* _REQUIRED WORK_
From the line containing "Build a routing" to the final line of the entries, copy each line exactly. Pictures stay out.

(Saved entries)
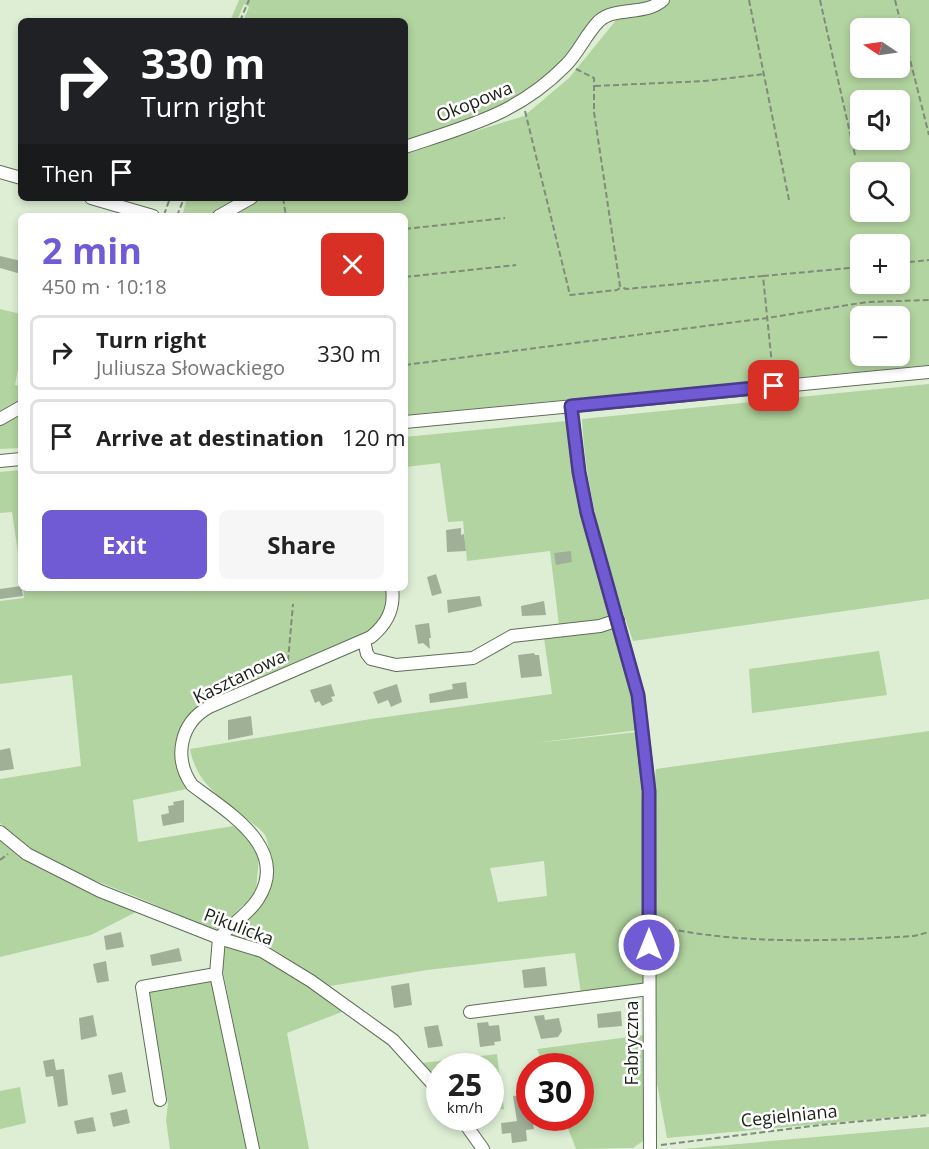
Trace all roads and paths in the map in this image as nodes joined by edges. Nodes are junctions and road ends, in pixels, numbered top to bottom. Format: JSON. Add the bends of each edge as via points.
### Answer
{"nodes":[{"id":1,"x":249,"y":0,"type":"edge"},
{"id":2,"x":663,"y":0,"type":"edge"},
{"id":3,"x":749,"y":0,"type":"edge"},
{"id":4,"x":820,"y":0,"type":"edge"},
{"id":5,"x":895,"y":0,"type":"edge"},
{"id":6,"x":241,"y":18,"type":"edge"},
{"id":7,"x":567,"y":64,"type":"junction"},
{"id":8,"x":765,"y":74,"type":"junction"},
{"id":9,"x":595,"y":86,"type":"junction"},
{"id":10,"x":521,"y":103,"type":"junction"},
{"id":11,"x":929,"y":135,"type":"edge"},
{"id":12,"x":408,"y":146,"type":"edge"},
{"id":13,"x":855,"y":155,"type":"dead end"},
{"id":14,"x":0,"y":172,"type":"edge"},
{"id":15,"x":18,"y":177,"type":"edge"},
{"id":16,"x":789,"y":200,"type":"dead end"},
{"id":17,"x":101,"y":201,"type":"edge"},
{"id":18,"x":246,"y":201,"type":"edge"},
{"id":19,"x":143,"y":213,"type":"edge"},
{"id":20,"x":224,"y":213,"type":"edge"},
{"id":21,"x":505,"y":218,"type":"dead end"},
{"id":22,"x":408,"y":229,"type":"edge"},
{"id":23,"x":929,"y":260,"type":"edge"},
{"id":24,"x":910,"y":262,"type":"edge"},
{"id":25,"x":516,"y":265,"type":"dead end"},
{"id":26,"x":850,"y":268,"type":"edge"},
{"id":27,"x":763,"y":276,"type":"junction"},
{"id":28,"x":408,"y":277,"type":"edge"},
{"id":29,"x":621,"y":287,"type":"junction"},
{"id":30,"x":929,"y":300,"type":"edge"},
{"id":31,"x":767,"y":318,"type":"junction"},
{"id":32,"x":408,"y":365,"type":"edge"},
{"id":33,"x":929,"y":372,"type":"edge"},
{"id":34,"x":774,"y":386,"type":"junction"},
{"id":35,"x":571,"y":406,"type":"junction"},
{"id":36,"x":18,"y":409,"type":"edge"},
{"id":37,"x":0,"y":419,"type":"edge"},
{"id":38,"x":408,"y":422,"type":"edge"},
{"id":39,"x":18,"y":459,"type":"edge"},
{"id":40,"x":0,"y":461,"type":"edge"},
{"id":41,"x":392,"y":591,"type":"edge"},
{"id":42,"x":293,"y":604,"type":"dead end"},
{"id":43,"x":618,"y":620,"type":"junction"},
{"id":44,"x":364,"y":641,"type":"junction"},
{"id":45,"x":287,"y":672,"type":"junction"},
{"id":46,"x":0,"y":832,"type":"edge"},
{"id":47,"x":649,"y":924,"type":"junction"},
{"id":48,"x":929,"y":932,"type":"edge"},
{"id":49,"x":219,"y":939,"type":"junction"},
{"id":50,"x":216,"y":974,"type":"junction"},
{"id":51,"x":649,"y":988,"type":"junction"},
{"id":52,"x":470,"y":1012,"type":"dead end"},
{"id":53,"x":426,"y":1077,"type":"edge"},
{"id":54,"x":160,"y":1100,"type":"dead end"},
{"id":55,"x":929,"y":1115,"type":"edge"},
{"id":56,"x":470,"y":1131,"type":"edge"},
{"id":57,"x":253,"y":1149,"type":"edge"},
{"id":58,"x":483,"y":1149,"type":"edge"},
{"id":59,"x":652,"y":1149,"type":"edge"}],
"edges":[{"from":1,"to":6,"type":"path"},
{"from":2,"to":7,"type":"street","name":"Okopowa","via":[[643,10],[600,20]]},
{"from":3,"to":8,"type":"path"},
{"from":4,"to":13,"type":"path"},
{"from":5,"to":11,"type":"path"},
{"from":7,"to":9,"type":"path","via":[[590,74]]},
{"from":7,"to":10,"type":"street","name":"Okopowa"},
{"from":8,"to":9,"type":"path"},
{"from":8,"to":16,"type":"path"},
{"from":9,"to":29,"type":"path","via":[[594,112],[605,201]]},
{"from":10,"to":12,"type":"street","name":"Okopowa"},
{"from":10,"to":29,"type":"path","via":[[570,295]]},
{"from":14,"to":15,"type":"street"},
{"from":17,"to":19,"type":"street"},
{"from":18,"to":20,"type":"street"},
{"from":21,"to":22,"type":"path"},
{"from":23,"to":24,"type":"path"},
{"from":25,"to":28,"type":"path"},
{"from":26,"to":27,"type":"path"},
{"from":27,"to":29,"type":"path"},
{"from":27,"to":31,"type":"path"},
{"from":30,"to":31,"type":"path","via":[[867,302]]},
{"from":31,"to":32,"type":"path"},
{"from":31,"to":34,"type":"path"},
{"from":33,"to":34,"type":"street"},
{"from":34,"to":35,"type":"street"},
{"from":35,"to":38,"type":"street"},
{"from":35,"to":43,"type":"street","name":"Fabryczna","via":[[587,513]]},
{"from":36,"to":37,"type":"street"},
{"from":39,"to":40,"type":"street"},
{"from":41,"to":44,"type":"street","name":"Kasztanowa","via":[[388,620]]},
{"from":42,"to":45,"type":"path"},
{"from":43,"to":44,"type":"street","via":[[600,626],[513,636],[473,658],[396,665],[371,658]]},
{"from":43,"to":47,"type":"street","name":"Fabryczna","via":[[638,695],[649,791]]},
{"from":44,"to":45,"type":"street","name":"Kasztanowa"},
{"from":45,"to":49,"type":"street","name":"Kasztanowa","via":[[198,713],[189,723],[181,744],[184,775],[257,839],[267,862],[259,899]]},
{"from":46,"to":49,"type":"street","name":"Pikulicka","via":[[55,870]]},
{"from":47,"to":48,"type":"path","via":[[733,939],[865,939]]},
{"from":47,"to":51,"type":"street","name":"Fabryczna"},
{"from":49,"to":50,"type":"street"},
{"from":49,"to":53,"type":"street","name":"Pikulicka","via":[[262,951],[364,1017],[393,1040]]},
{"from":50,"to":54,"type":"street","via":[[142,987]]},
{"from":50,"to":57,"type":"street"},
{"from":51,"to":52,"type":"street"},
{"from":51,"to":59,"type":"street","name":"Fabryczna"},
{"from":55,"to":59,"type":"path","name":"Cegielniana","via":[[662,1144]]},
{"from":56,"to":58,"type":"street"}]}
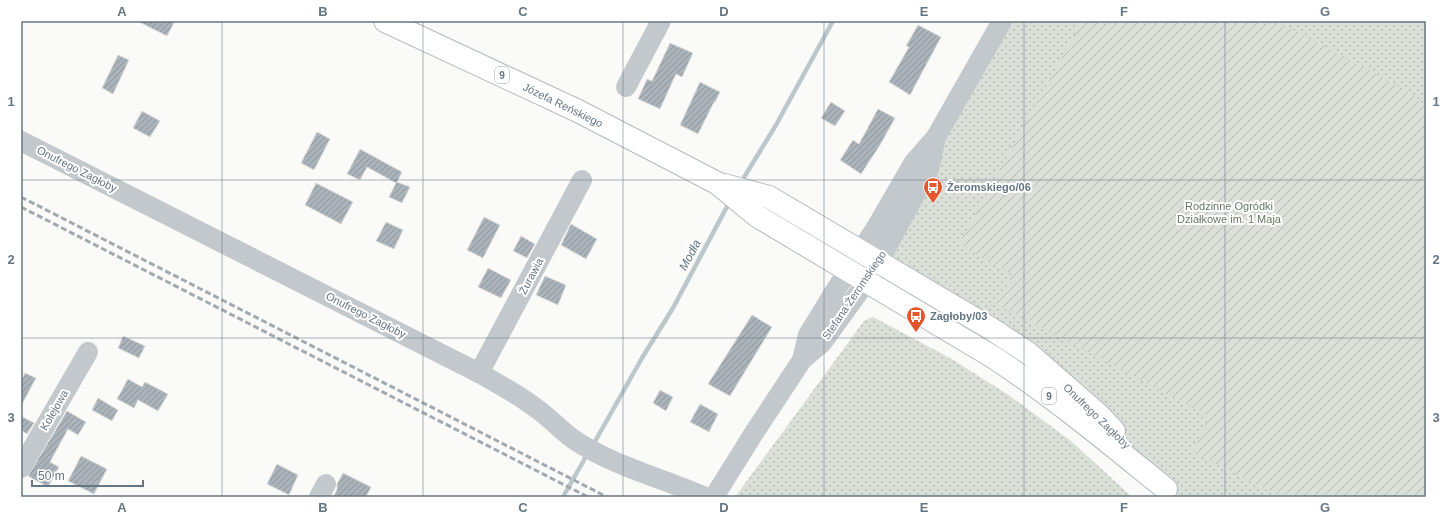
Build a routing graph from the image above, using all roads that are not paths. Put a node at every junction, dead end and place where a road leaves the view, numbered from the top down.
1 (385, 21) edge
2 (661, 21) edge
3 (1002, 21) edge
4 (626, 87) dead end
5 (21, 141) edge
6 (582, 180) dead end
7 (717, 183) junction
8 (870, 256) junction
9 (858, 276) junction
10 (88, 352) dead end
11 (479, 373) junction
12 (21, 468) edge
13 (1170, 493) edge
14 (705, 497) edge
15 (714, 497) edge

1 - 7 main road, Józefa Reńskiego / 9
2 - 4 street
3 - 8 street, Stefana Żeromskiego
5 - 11 street, Onufrego Zagłoby
6 - 11 street, Żurawia
7 - 8 main road, Józefa Reńskiego / 9
7 - 9 main road, Józefa Reńskiego / 9
8 - 9 street, Stefana Żeromskiego
8 - 13 main road, Onufrego Zagłoby / 9
9 - 13 main road, Onufrego Zagłoby / 9
9 - 15 street, Stefana Żeromskiego
10 - 12 street, Kolejowa
11 - 14 street, Onufrego Zagłoby

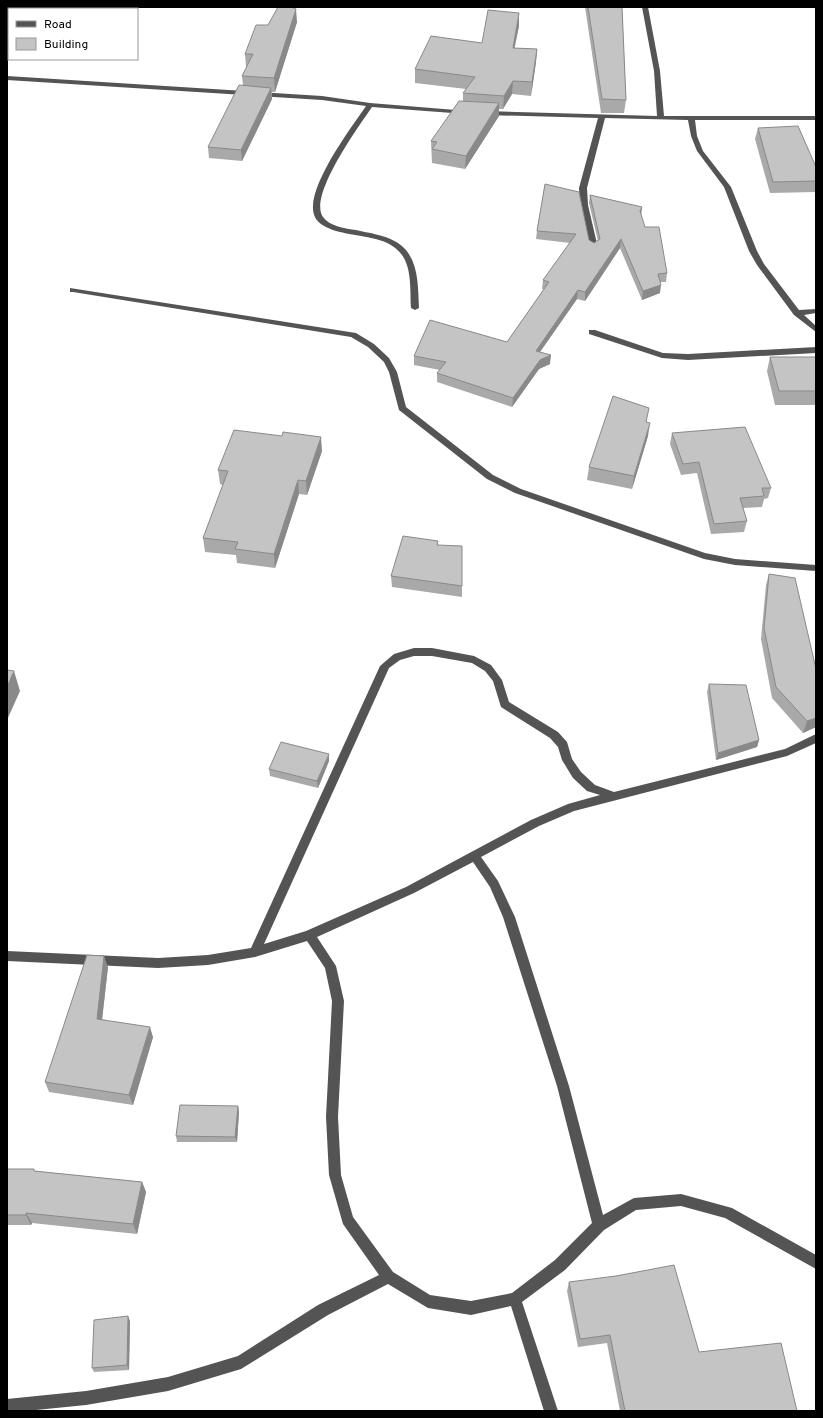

* _EXERCISE RESULT_
Build a routing graph from the image above, using all roads that are not paths. Put a node at every junction, dead end and place where a road leaves the view, numbered from the top down.
1 (385, 21) edge
2 (661, 21) edge
3 (1002, 21) edge
4 (626, 87) dead end
5 (21, 141) edge
6 (582, 180) dead end
7 (717, 183) junction
8 (870, 256) junction
9 (858, 276) junction
10 (88, 352) dead end
11 (479, 373) junction
12 (21, 468) edge
13 (1170, 493) edge
14 (705, 497) edge
15 (714, 497) edge

1 - 7 main road, Józefa Reńskiego / 9
2 - 4 street
3 - 8 street, Stefana Żeromskiego
5 - 11 street, Onufrego Zagłoby
6 - 11 street, Żurawia
7 - 8 main road, Józefa Reńskiego / 9
7 - 9 main road, Józefa Reńskiego / 9
8 - 9 street, Stefana Żeromskiego
8 - 13 main road, Onufrego Zagłoby / 9
9 - 13 main road, Onufrego Zagłoby / 9
9 - 15 street, Stefana Żeromskiego
10 - 12 street, Kolejowa
11 - 14 street, Onufrego Zagłoby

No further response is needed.